Wenn wir deshalb von der Bio-Krise sprechen, trifft das die Situation nur halb. Diese Entwicklung ist Teilaspekt einer größeren, komplexeren Umwertung in der Gesellschaft. Die Biodynamiker waren in den fünf Jahrzehnten von 1970 bis 2020 Teil einer gesellschaftlichen Entwicklungsdynamik, die der Soziologe Blühdorn als die sozio-ökologische Transformation bezeichnet. Ihm zufolge ist bei stetig steigendem Wohlstand und weiterer Individualisierung gleichzeitig eine kontinuierliche Verbesserung der sozialen und der ökologischen Parameter (Boden, Wasser, Luft, Energie, Klima) möglich. Dieses öko-emanzipatorische Projekt ist mittlerweile offenbar gestoppt. Nun beherrscht mehr und mehr ein anderes Narrativ die Kommunikation. Es spricht gegen eine inklusive Gesellschaft, gegen eine weitere Individualisierung, gegen ökologische Anstrengungen. Das charakterisiert die postmoderne Krise. Das Alte trägt nicht mehr und das Neue stellt sich als bedrohlich dar.

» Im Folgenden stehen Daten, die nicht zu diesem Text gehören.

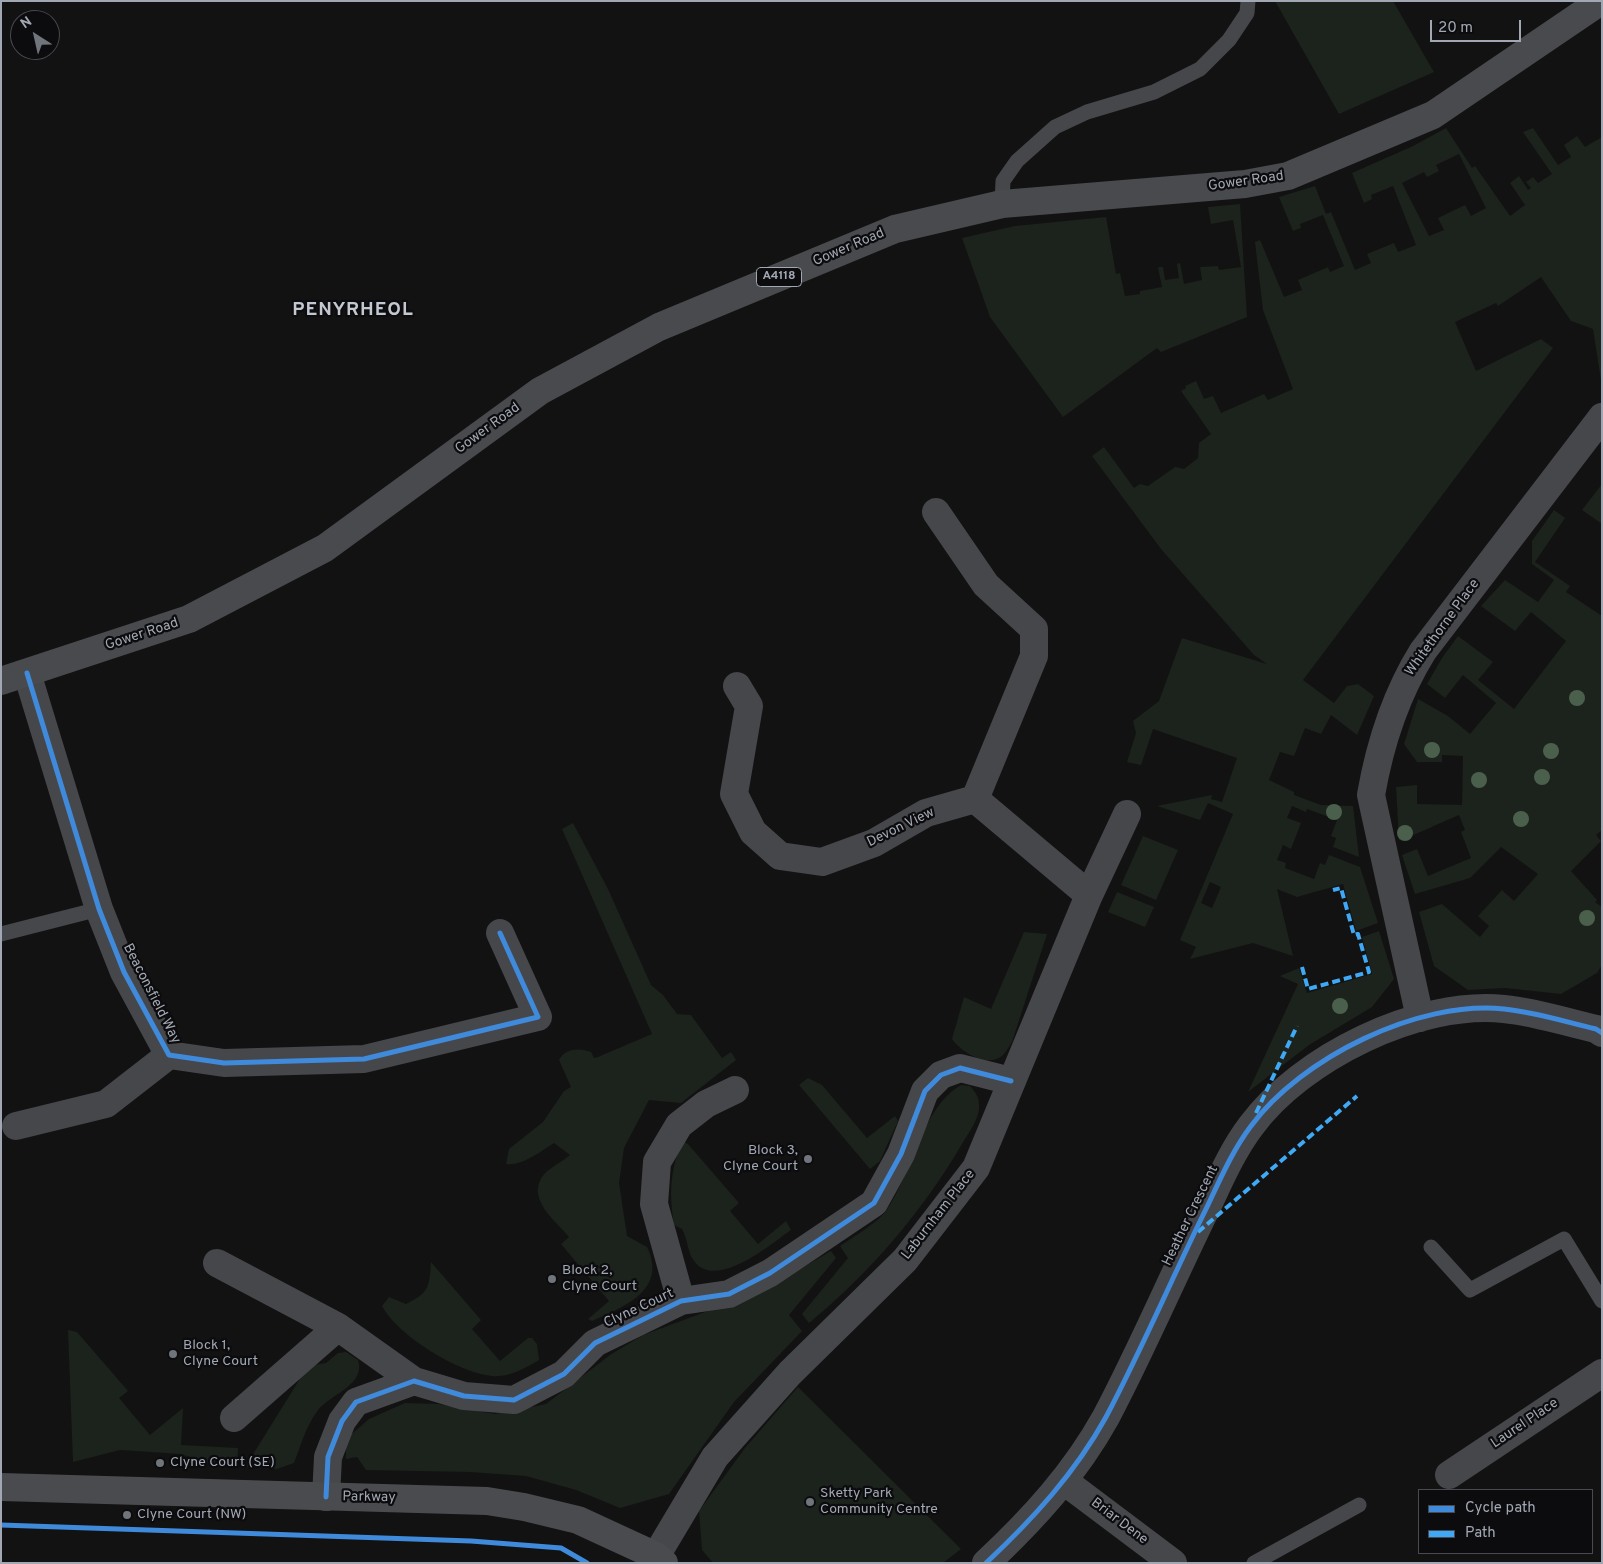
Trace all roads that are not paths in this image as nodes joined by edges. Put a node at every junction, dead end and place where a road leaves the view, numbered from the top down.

In einer solchen Zeitendämmerung ist es normal, sie als Krise zu erleben. Jede Branche, jede Organisation, jeder Verband wird durch diese Krise gehen müssen. Die Frage ist nur: Können wir die Krise als Chance sehen und nutzen? Kann es zu einer heilsamen Katharsis kommen? Nehmen wir die Herausforderung an, trauern wir nicht nur über die vergangene Zeit? Versuchen wir die neue Zeit zu verstehen, versuchen wir ihre positiven Aspekte zu entdecken, legen wir unseren Kern frei, damit aus dem vor über 100 Jahren gepflanzten Wurzel-Stock der Biodynamik neue Triebe ausschlagen können? Was kann an diesen neuen Trieben blühen?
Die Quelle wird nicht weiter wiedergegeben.